Day of Atonement · Yom Kippur (Lev 23:26–32)The single day each year when the high priest entered the Holy of Holies with the blood of atonement. Anticipates the national repentance of Israel when they look upon him whom they pierced (Zechariah 12:10; D&C 45:51–53).
Tabernacles · Sukkot (Lev 23:33–43)Seven days dwelling in booths, remembering the wilderness. Anticipates the Millennial reign — the nations coming up year by year to keep the feast of tabernacles before the King (Zechariah 14:16–19).

IV. The Sabbath as the Chief Appointment

Before the seven yearly feasts are listed in Leviticus 23, the chapter opens with the Sabbath — the weekly appointment from which all the others draw their rhythm. The seventh day is itself a shadow of the seventh millennium: the rest of God, the Millennial reign, the final Sukkot.

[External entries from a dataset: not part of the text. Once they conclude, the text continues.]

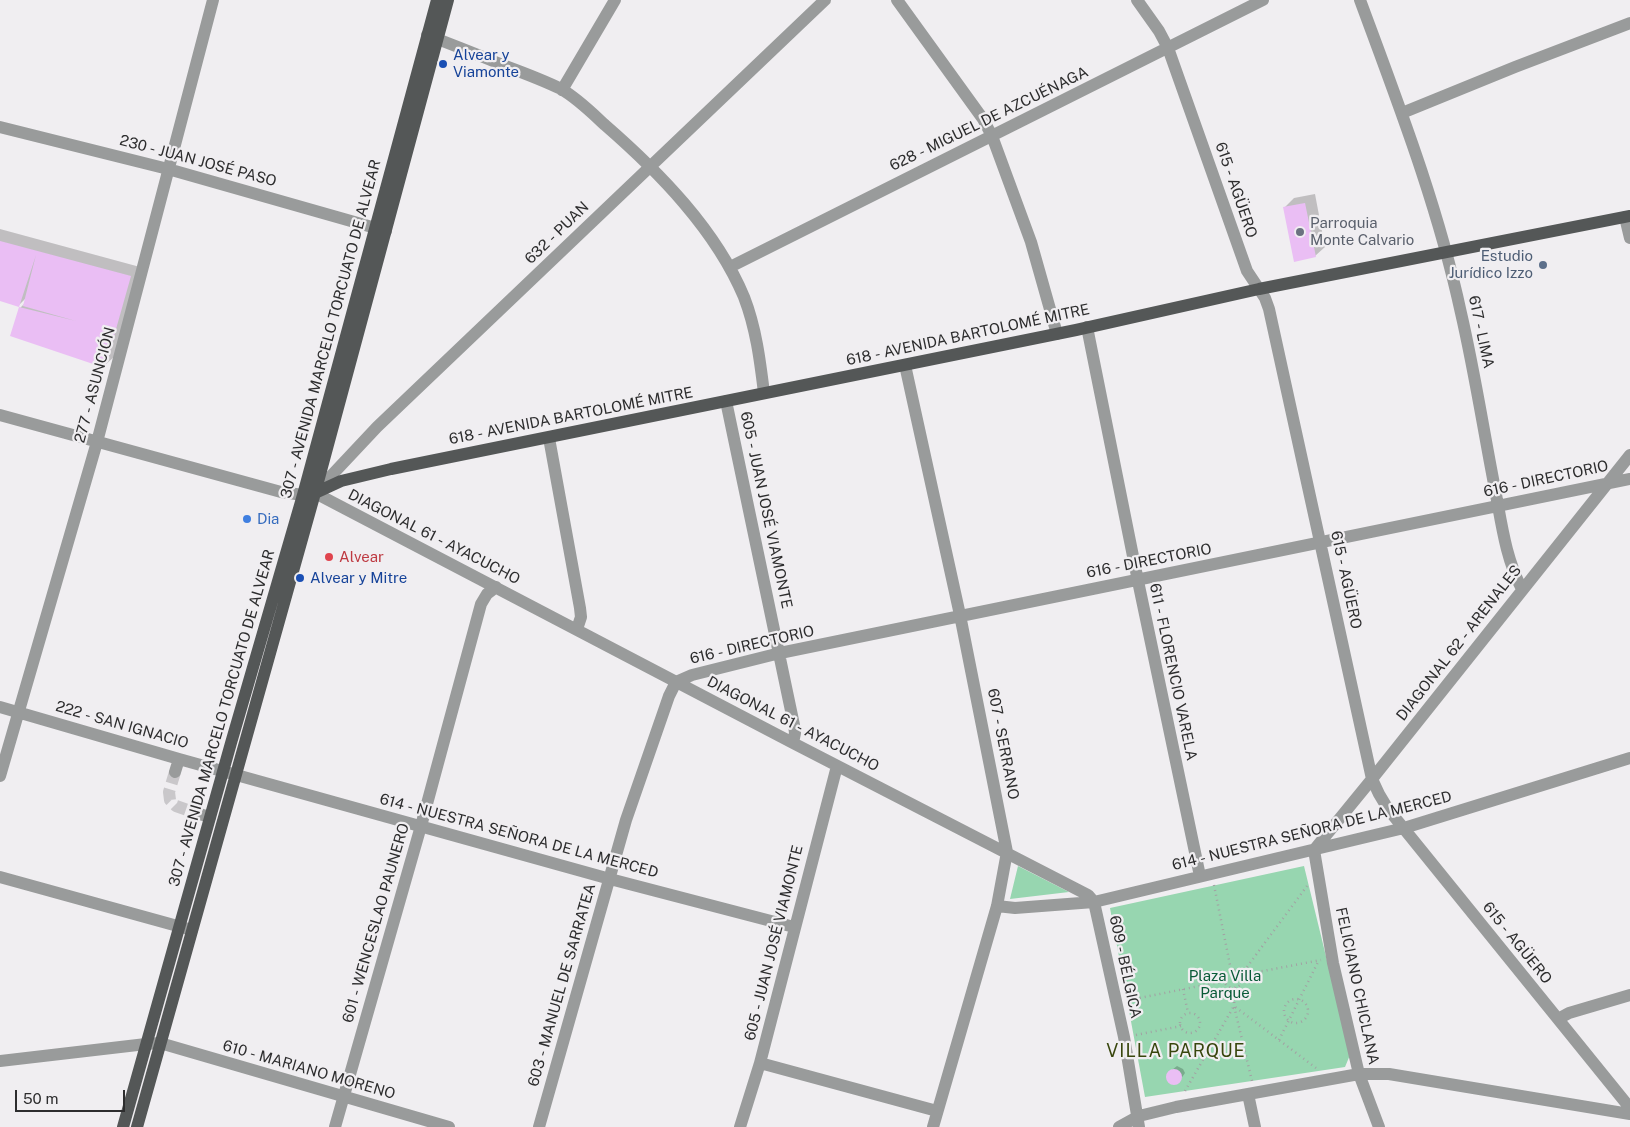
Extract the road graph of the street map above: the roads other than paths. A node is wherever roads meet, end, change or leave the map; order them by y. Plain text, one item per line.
1 (213, 0) edge
2 (437, 0) edge
3 (448, 0) edge
4 (615, 0) edge
5 (825, 0) edge
6 (897, 0) edge
7 (1137, 0) edge
8 (1263, 0) edge
9 (1360, 0) edge
10 (1630, 23) edge
11 (432, 37) junction
12 (1168, 48) junction
13 (562, 90) junction
14 (1402, 113) junction
15 (0, 127) edge
16 (992, 136) junction
17 (650, 167) junction
18 (168, 169) junction
19 (1628, 216) edge
20 (381, 229) junction
21 (1630, 238) edge
22 (1446, 252) junction
23 (730, 267) junction
24 (1259, 289) junction
25 (1087, 327) junction
26 (1057, 334) junction
27 (905, 365) junction
28 (764, 393) junction
29 (726, 401) junction
30 (0, 415) edge
31 (549, 438) junction
32 (97, 442) junction
33 (1630, 455) edge
34 (1630, 479) edge
35 (1608, 483) junction
36 (309, 494) junction
37 (1498, 506) junction
38 (1321, 543) junction
39 (1138, 581) junction
40 (496, 587) junction
41 (1522, 589) junction
42 (960, 615) junction
43 (577, 629) junction
44 (780, 653) junction
45 (676, 682) junction
46 (0, 707) edge
47 (20, 712) junction
48 (793, 743) junction
49 (1630, 758) edge
50 (179, 759) junction
51 (837, 766) junction
52 (223, 771) junction
53 (175, 772) tunnel mouth
54 (236, 774) junction
55 (0, 776) edge
56 (1372, 779) junction
57 (196, 813) tunnel mouth
58 (210, 817) junction
59 (420, 826) junction
60 (1404, 828) junction
61 (1314, 850) junction
62 (1006, 852) junction
63 (1206, 875) junction
64 (0, 877) edge
65 (610, 879) junction
66 (1094, 902) junction
67 (997, 906) junction
68 (179, 926) junction
69 (794, 927) junction
70 (192, 930) junction
71 (1630, 995) edge
72 (1558, 1019) junction
73 (160, 1043) junction
74 (146, 1044) junction
75 (0, 1061) edge
76 (760, 1063) junction
77 (1359, 1074) junction
78 (1252, 1094) junction
79 (344, 1097) junction
80 (1630, 1108) edge
81 (937, 1111) junction
82 (1630, 1114) edge
83 (1139, 1122) edge
84 (123, 1127) edge
85 (137, 1127) edge
86 (335, 1127) edge
87 (448, 1127) edge
88 (539, 1127) edge
89 (740, 1127) edge
90 (933, 1127) edge
91 (1119, 1127) edge
92 (1255, 1127) edge
93 (1379, 1127) edge

1 - 18 street, 277 - ASUNCIÓN
2 - 11 main road, 307 - AVENIDA MARCELO TORCUATO DE ALVEAR
3 - 11 main road, 307 - AVENIDA MARCELO TORCUATO DE ALVEAR
4 - 13 street
5 - 17 street, 632 - PUAN
6 - 16 street
7 - 12 street, 615 - AGÜERO
8 - 12 street, 628 - MIGUEL DE AZCUÉNAGA
9 - 14 street, 617 - LIMA
10 - 14 street
11 - 13 street, 605 - JUAN JOSÉ VIAMONTE
11 - 20 main road, 307 - AVENIDA MARCELO TORCUATO DE ALVEAR
12 - 16 street, 628 - MIGUEL DE AZCUÉNAGA
12 - 24 street, 615 - AGÜERO
13 - 17 street, 605 - JUAN JOSÉ VIAMONTE
14 - 22 street, 617 - LIMA
15 - 18 street, 230 - JUAN JOSÉ PASO
16 - 23 street, 628 - MIGUEL DE AZCUÉNAGA
16 - 26 street
17 - 23 street, 605 - JUAN JOSÉ VIAMONTE
17 - 36 street, 632 - PUAN
18 - 20 street, 230 - JUAN JOSÉ PASO
18 - 32 street, 277 - ASUNCIÓN
19 - 21 street
19 - 22 main road, 618 - AVENIDA BARTOLOMÉ MITRE
20 - 36 main road, 307 - AVENIDA MARCELO TORCUATO DE ALVEAR
22 - 24 main road, 618 - AVENIDA BARTOLOMÉ MITRE
22 - 37 street, 617 - LIMA
23 - 28 street, 605 - JUAN JOSÉ VIAMONTE
24 - 25 main road, 618 - AVENIDA BARTOLOMÉ MITRE
24 - 38 street, 615 - AGÜERO
25 - 26 main road, 618 - AVENIDA BARTOLOMÉ MITRE
25 - 39 street, 611 - FLORENCIO VARELA
26 - 27 main road, 618 - AVENIDA BARTOLOMÉ MITRE
27 - 28 main road, 618 - AVENIDA BARTOLOMÉ MITRE
27 - 42 street, 607 - SERRANO
28 - 29 main road, 618 - AVENIDA BARTOLOMÉ MITRE
29 - 31 main road, 618 - AVENIDA BARTOLOMÉ MITRE
29 - 44 street, 605 - JUAN JOSÉ VIAMONTE
30 - 32 street, DIAGONAL 61 - AYACUCHO
31 - 36 main road, 618 - AVENIDA BARTOLOMÉ MITRE
31 - 43 street
32 - 36 street, DIAGONAL 61 - AYACUCHO
32 - 47 street, 277 - ASUNCIÓN
33 - 35 street, DIAGONAL 62 - ARENALES
34 - 35 street, 616 - DIRECTORIO
35 - 37 street, 616 - DIRECTORIO
35 - 41 street, DIAGONAL 62 - ARENALES
36 - 40 street, DIAGONAL 61 - AYACUCHO
36 - 52 main road, 307 - AVENIDA MARCELO TORCUATO DE ALVEAR
36 - 54 main road, 307 - AVENIDA MARCELO TORCUATO DE ALVEAR
37 - 38 street, 616 - DIRECTORIO
37 - 41 street, 617 - LIMA
38 - 39 street, 616 - DIRECTORIO
38 - 56 street, 615 - AGÜERO
39 - 42 street, 616 - DIRECTORIO
39 - 63 street, 611 - FLORENCIO VARELA
40 - 43 street, DIAGONAL 61 - AYACUCHO
40 - 59 street, 601 - WENCESLAO PAUNERO
41 - 56 street, DIAGONAL 62 - ARENALES
42 - 44 street, 616 - DIRECTORIO
42 - 62 street, 607 - SERRANO
43 - 45 street, DIAGONAL 61 - AYACUCHO
44 - 45 street, 616 - DIRECTORIO
44 - 48 street, 605 - JUAN JOSÉ VIAMONTE
45 - 48 street, DIAGONAL 61 - AYACUCHO
45 - 65 street, 603 - MANUEL DE SARRATEA
46 - 47 street, 222 - SAN IGNACIO
47 - 50 street, 222 - SAN IGNACIO
47 - 55 street, 277 - ASUNCIÓN
48 - 51 street, DIAGONAL 61 - AYACUCHO
49 - 60 street, 614 - NUESTRA SEÑORA DE LA MERCED
50 - 52 street, 222 - SAN IGNACIO
50 - 53 street
51 - 62 street, DIAGONAL 61 - AYACUCHO
51 - 69 street, 605 - JUAN JOSÉ VIAMONTE
52 - 54 street, 222 - SAN IGNACIO
52 - 58 main road, 307 - AVENIDA MARCELO TORCUATO DE ALVEAR
54 - 59 street, 614 - NUESTRA SEÑORA DE LA MERCED
54 - 70 main road, 307 - AVENIDA MARCELO TORCUATO DE ALVEAR
56 - 60 street, 615 - AGÜERO
56 - 61 street, DIAGONAL 62 - ARENALES
57 - 58 street
58 - 68 main road, 307 - AVENIDA MARCELO TORCUATO DE ALVEAR
59 - 65 street, 614 - NUESTRA SEÑORA DE LA MERCED
59 - 79 street, 601 - WENCESLAO PAUNERO
60 - 61 street, 614 - NUESTRA SEÑORA DE LA MERCED
60 - 72 street, 615 - AGÜERO
61 - 63 street, 614 - NUESTRA SEÑORA DE LA MERCED
61 - 77 street, FELICIANO CHICLANA
62 - 66 street, DIAGONAL 61 - AYACUCHO
62 - 67 street, 607 - SERRANO
63 - 66 street, 614 - NUESTRA SEÑORA DE LA MERCED
64 - 68 street
65 - 69 street, 614 - NUESTRA SEÑORA DE LA MERCED
65 - 88 street, 603 - MANUEL DE SARRATEA
66 - 67 street, 614 - NUESTRA SEÑORA DE LA MERCED
66 - 83 street, 609 - BÉLGICA
67 - 81 street, 607 - SERRANO
68 - 70 street
68 - 74 main road, 307 - AVENIDA MARCELO TORCUATO DE ALVEAR
69 - 76 street, 605 - JUAN JOSÉ VIAMONTE
70 - 73 main road, 307 - AVENIDA MARCELO TORCUATO DE ALVEAR
71 - 72 street
72 - 80 street, 615 - AGÜERO
73 - 74 street
73 - 79 street, 610 - MARIANO MORENO
73 - 85 main road, 307 - AVENIDA MARCELO TORCUATO DE ALVEAR
74 - 75 street
74 - 84 main road, 307 - AVENIDA MARCELO TORCUATO DE ALVEAR
76 - 81 street
76 - 89 street, 605 - JUAN JOSÉ VIAMONTE
77 - 78 street
77 - 82 street
77 - 93 street, FELICIANO CHICLANA
78 - 83 street
78 - 92 street
79 - 86 street, 601 - WENCESLAO PAUNERO
79 - 87 street, 610 - MARIANO MORENO
81 - 90 street, 607 - SERRANO
83 - 91 street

For he spake in a certain place of the seventh day on this wise, And God did rest the seventh day from all his works … There remaineth therefore a rest to the people of God.

Hebrews 4:4, 9

V. Why a Christian Studies the Feasts

  • They are the prophetic calendar of redemption — the Lord's schedule, not man's.
  • They interpret the death, resurrection, and Pentecost of Christ as calendar-exact fulfilments, not coincidences.
  • They teach the second coming by typology — what kind of day each fall feast represents.
  • They bind the Old Testament, the New Testament, and the Restoration into a single literal story.
  • They are, in Paul's language, "a shadow of things to come; but the body is of Christ" (Colossians 2:17).
Important

The feasts were never abolished by the gospel — they were fulfilled by it, and their remaining shadows still point forward. To dismiss them is to throw away the calendar God himself gave for reading his own redemption.